Kurt começou a dar-se conta do padrão. Os indivíduos queriam as antiguidades, mas, caso não as pudessem obter, estavam determinados a que mais ninguém ficasse com elas. — Mostre-me.
O mergulhador hesitou.
— Mostre-me!
Relutantemente, o mergulhador começou a nadar, devagarinho, levando Kurt para perto do navio naufragado. Quando chegaram, fez incidir uma luz sobre o local. A equipa usara aspiradores para escavar toneladas de sedimento. Tinham retirado alguns artigos e descartado tudo o que não lhes tivesse parecido egípcio. Mosquetes, botas velhas e barris podres estavam amontoados, como se formassem um monte de lixo.
Do barco, restava apenas um esqueleto. Muita da madeira do casco já desaparecera, vendo-se apenas as costelas do navio, feitas de vigas mais grossas. Deslizando por sobre aquelas «costelas», Kurt viu aquilo que o mergulhador lhe havia mencionado. Não uma bomba mas duas. Tratava-se de cargas de C-4 ligadas a temporizadores digitais, tal como eles tinham tentado fazer no armazém. O problema era que esses explosivos tinham sido postos dentro da ossatura do navio, como bifes atirados para dentro da jaula de um animal.
Kurt manobrou um pouco mais perto, agarrou-se à madeira incrustada e tentou examinar melhor. Os temporizadores digitais mostravam um número alarmante: 2:51, e a descer.
Kurt tentou introduzir-se através do espaço para alcançar as bombas, mas este era demasiado estreito. Ainda estendeu um braço para agarrar uma, mas os seus dedos em nada conseguiram tocar.
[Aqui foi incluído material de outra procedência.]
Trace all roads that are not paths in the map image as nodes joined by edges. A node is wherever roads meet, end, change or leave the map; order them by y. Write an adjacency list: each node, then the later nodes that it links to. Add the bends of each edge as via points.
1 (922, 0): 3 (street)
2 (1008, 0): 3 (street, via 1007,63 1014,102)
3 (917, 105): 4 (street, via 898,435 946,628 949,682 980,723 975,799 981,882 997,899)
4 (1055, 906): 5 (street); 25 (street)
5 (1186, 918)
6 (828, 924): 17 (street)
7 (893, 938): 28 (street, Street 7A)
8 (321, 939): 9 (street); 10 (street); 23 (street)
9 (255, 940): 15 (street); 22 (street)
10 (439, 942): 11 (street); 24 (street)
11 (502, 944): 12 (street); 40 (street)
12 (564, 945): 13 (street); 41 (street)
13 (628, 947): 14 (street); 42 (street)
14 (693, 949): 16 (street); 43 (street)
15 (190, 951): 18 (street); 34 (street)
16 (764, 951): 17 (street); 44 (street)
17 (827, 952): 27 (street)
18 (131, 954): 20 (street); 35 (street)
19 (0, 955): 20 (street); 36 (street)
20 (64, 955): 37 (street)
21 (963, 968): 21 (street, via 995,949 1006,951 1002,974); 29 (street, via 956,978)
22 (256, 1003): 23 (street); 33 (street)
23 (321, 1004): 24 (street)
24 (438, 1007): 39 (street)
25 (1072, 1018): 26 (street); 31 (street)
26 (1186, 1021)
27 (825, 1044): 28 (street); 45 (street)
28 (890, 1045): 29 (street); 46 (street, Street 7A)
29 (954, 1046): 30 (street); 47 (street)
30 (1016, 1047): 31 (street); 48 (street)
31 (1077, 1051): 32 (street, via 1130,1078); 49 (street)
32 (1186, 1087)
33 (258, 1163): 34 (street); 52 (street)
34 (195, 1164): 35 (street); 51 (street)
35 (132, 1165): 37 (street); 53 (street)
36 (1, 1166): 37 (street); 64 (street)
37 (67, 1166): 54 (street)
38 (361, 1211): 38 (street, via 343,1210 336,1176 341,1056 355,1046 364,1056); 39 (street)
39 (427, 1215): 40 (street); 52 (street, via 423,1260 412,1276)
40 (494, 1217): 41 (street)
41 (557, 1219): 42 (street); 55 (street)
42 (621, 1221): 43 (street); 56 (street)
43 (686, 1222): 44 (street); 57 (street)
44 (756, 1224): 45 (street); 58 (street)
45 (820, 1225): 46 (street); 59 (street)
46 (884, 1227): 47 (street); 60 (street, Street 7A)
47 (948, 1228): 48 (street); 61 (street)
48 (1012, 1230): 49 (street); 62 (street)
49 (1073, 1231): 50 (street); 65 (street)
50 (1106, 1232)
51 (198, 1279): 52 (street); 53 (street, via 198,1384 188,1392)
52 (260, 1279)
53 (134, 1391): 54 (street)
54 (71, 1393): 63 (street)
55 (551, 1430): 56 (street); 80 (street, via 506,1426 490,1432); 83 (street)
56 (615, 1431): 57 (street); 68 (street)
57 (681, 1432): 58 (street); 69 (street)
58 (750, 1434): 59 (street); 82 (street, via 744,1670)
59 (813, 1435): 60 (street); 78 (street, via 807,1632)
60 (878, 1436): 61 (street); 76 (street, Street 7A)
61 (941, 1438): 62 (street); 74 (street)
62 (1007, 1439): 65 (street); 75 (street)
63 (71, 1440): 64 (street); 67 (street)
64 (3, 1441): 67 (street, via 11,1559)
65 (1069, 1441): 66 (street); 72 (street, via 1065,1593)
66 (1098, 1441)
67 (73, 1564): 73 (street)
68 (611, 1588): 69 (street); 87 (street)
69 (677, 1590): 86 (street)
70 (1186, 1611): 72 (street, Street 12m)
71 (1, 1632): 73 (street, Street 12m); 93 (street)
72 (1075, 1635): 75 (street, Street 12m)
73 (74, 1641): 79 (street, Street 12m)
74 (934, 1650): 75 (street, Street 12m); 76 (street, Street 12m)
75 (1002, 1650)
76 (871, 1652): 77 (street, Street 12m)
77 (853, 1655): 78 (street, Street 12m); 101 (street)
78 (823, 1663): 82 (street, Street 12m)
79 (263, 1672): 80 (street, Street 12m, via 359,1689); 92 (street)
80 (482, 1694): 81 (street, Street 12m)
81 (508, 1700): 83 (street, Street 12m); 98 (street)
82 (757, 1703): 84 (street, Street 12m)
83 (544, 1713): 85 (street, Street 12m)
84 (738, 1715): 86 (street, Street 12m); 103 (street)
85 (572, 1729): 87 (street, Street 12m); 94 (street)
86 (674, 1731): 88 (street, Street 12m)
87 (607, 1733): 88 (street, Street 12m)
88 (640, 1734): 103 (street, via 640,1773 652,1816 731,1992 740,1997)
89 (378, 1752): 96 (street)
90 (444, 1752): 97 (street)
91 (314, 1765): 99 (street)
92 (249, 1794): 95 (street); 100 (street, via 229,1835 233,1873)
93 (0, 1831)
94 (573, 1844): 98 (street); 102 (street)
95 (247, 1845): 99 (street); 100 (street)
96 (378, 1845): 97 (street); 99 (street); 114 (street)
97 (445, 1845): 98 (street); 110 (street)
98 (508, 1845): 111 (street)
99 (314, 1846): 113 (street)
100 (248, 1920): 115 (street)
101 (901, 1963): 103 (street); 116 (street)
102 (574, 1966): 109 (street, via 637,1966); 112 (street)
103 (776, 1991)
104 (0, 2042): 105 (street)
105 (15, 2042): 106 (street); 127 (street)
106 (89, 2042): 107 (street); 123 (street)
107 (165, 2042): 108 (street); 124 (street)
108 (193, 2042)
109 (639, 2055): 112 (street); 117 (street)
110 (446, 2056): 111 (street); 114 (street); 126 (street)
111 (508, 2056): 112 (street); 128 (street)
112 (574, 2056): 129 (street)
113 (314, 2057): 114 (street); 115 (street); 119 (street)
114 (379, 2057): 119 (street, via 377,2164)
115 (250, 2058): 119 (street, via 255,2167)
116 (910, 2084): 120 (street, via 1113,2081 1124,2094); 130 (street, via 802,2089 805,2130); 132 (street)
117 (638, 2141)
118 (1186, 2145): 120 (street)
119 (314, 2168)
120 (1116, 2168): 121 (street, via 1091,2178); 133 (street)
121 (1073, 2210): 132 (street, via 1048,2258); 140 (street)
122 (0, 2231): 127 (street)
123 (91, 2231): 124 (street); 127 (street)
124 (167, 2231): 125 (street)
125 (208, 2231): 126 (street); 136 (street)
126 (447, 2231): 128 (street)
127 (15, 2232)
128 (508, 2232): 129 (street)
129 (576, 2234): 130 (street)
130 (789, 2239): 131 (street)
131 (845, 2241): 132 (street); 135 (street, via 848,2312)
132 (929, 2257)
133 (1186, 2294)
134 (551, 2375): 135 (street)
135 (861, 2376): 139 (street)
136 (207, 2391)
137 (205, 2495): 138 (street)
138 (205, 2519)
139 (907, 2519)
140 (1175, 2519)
Ambos os explosivos se encontravam pelo menos a um palmo ou dois do seu alcance.
— Joe — chamou ele. — Será que me podias ajudar?
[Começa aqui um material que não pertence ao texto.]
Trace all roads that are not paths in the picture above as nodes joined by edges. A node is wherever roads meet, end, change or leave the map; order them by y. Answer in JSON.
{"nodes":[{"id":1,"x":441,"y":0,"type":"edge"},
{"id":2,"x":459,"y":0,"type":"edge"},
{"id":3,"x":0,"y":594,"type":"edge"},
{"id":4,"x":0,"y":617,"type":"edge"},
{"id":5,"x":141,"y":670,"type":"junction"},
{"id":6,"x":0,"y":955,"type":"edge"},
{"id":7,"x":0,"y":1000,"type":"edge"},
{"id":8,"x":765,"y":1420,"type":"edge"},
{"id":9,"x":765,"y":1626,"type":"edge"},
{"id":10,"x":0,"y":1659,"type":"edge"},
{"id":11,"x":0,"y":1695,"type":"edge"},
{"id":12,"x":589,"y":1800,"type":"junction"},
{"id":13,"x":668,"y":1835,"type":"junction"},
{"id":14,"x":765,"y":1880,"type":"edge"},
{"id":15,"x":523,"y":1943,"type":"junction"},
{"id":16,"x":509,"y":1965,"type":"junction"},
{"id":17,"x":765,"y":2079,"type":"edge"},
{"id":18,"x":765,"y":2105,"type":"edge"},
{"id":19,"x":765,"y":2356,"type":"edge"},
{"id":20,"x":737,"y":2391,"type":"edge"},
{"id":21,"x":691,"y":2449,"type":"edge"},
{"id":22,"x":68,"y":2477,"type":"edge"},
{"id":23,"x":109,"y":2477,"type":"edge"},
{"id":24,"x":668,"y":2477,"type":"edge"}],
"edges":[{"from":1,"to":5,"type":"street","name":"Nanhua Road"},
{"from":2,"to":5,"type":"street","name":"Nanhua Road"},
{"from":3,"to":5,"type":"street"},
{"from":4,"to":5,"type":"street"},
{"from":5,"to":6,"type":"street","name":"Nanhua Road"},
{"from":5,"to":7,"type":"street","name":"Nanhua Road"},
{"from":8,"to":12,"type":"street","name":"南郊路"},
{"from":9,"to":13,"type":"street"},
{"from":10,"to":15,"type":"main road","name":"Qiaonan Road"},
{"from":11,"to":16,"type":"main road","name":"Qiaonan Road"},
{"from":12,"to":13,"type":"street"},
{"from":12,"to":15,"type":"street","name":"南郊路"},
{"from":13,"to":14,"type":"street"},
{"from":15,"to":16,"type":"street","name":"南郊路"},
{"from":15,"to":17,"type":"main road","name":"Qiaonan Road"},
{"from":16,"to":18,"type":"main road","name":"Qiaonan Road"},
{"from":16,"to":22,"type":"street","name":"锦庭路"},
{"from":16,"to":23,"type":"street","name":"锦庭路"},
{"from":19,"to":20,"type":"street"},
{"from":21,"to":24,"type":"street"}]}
Joe e o Tartaruga chegaram no preciso momento em que o temporizador registava 2:00. O ROV tinha um braço manipulador que Joe rapidamente estendeu, mas, mesmo esse, não conseguia atingir o objetivo.
— É melhor sairmos daqui o mais depressa possível — sugeriu Joe. — Não vou conseguir extrair estas cargas.
— É demasiado tarde — respondeu Kurt. — Nunca nos iremos conseguir afastar para longe o suficiente. Se considerarmos a quantidade de C-4 que aqui está, estou certo que seremos esmagados por uma onda de choque, como um submarino a ser atingido por uma mina. Precisamos de uma outra opção.
Algo lhe deu um encontrão, e Kurt voltou-se para ver o mergulhador que ele resgatara a empunhar a mangueira de um aspirador.
— Excelente ideia — disse ele.
O aspirador ainda estava a trabalhar, chupando uma pequena quantidade de água. Kurt mergulhou a mangueira na estrutura do navio e abriu a válvula.
À primeira tentativa, conseguiu retirar o grande bloco quadrado de explosivos, que ficou colado à abertura da mangueira. Kurt puxou então a escavadora mais para si e, logo que o volume se separou dos restos do navio, Joe conseguiu agarrar na carga.
Retirar os fios elétricos não era assim tão difícil, mas Joe parou também o temporizador, por uma questão de segurança.
— Quarenta segundos — disse ele, olhando para os números parados no pequeno ecrã. — Tratemos agora do segundo.
Kurt já estava a fazer descer a mangueira do aspirador. Apontou-a à segunda bomba, mas esta, uma carga do tamanho de uma bola de basebol, em vez de ficar presa na extremidade da mangueira, como acontecera com a primeira, desapareceu, rapidamente sugada.
Kurt e Joe olharam para cima, com os olhos postos na mangueira que subia até à superfície.
— Onde achas que aquela bomba vai acabar? — perguntou Joe.
Kurt não lhe respondeu, mas ambos sabiam a resposta. A única questão seria se a bomba viajaria mesmo até lá acima em quarenta segundos, ou ficaria presa algures. Kurt manteve a sucção no máximo, esperando que a encomenda pudesse chegar ao seu destino.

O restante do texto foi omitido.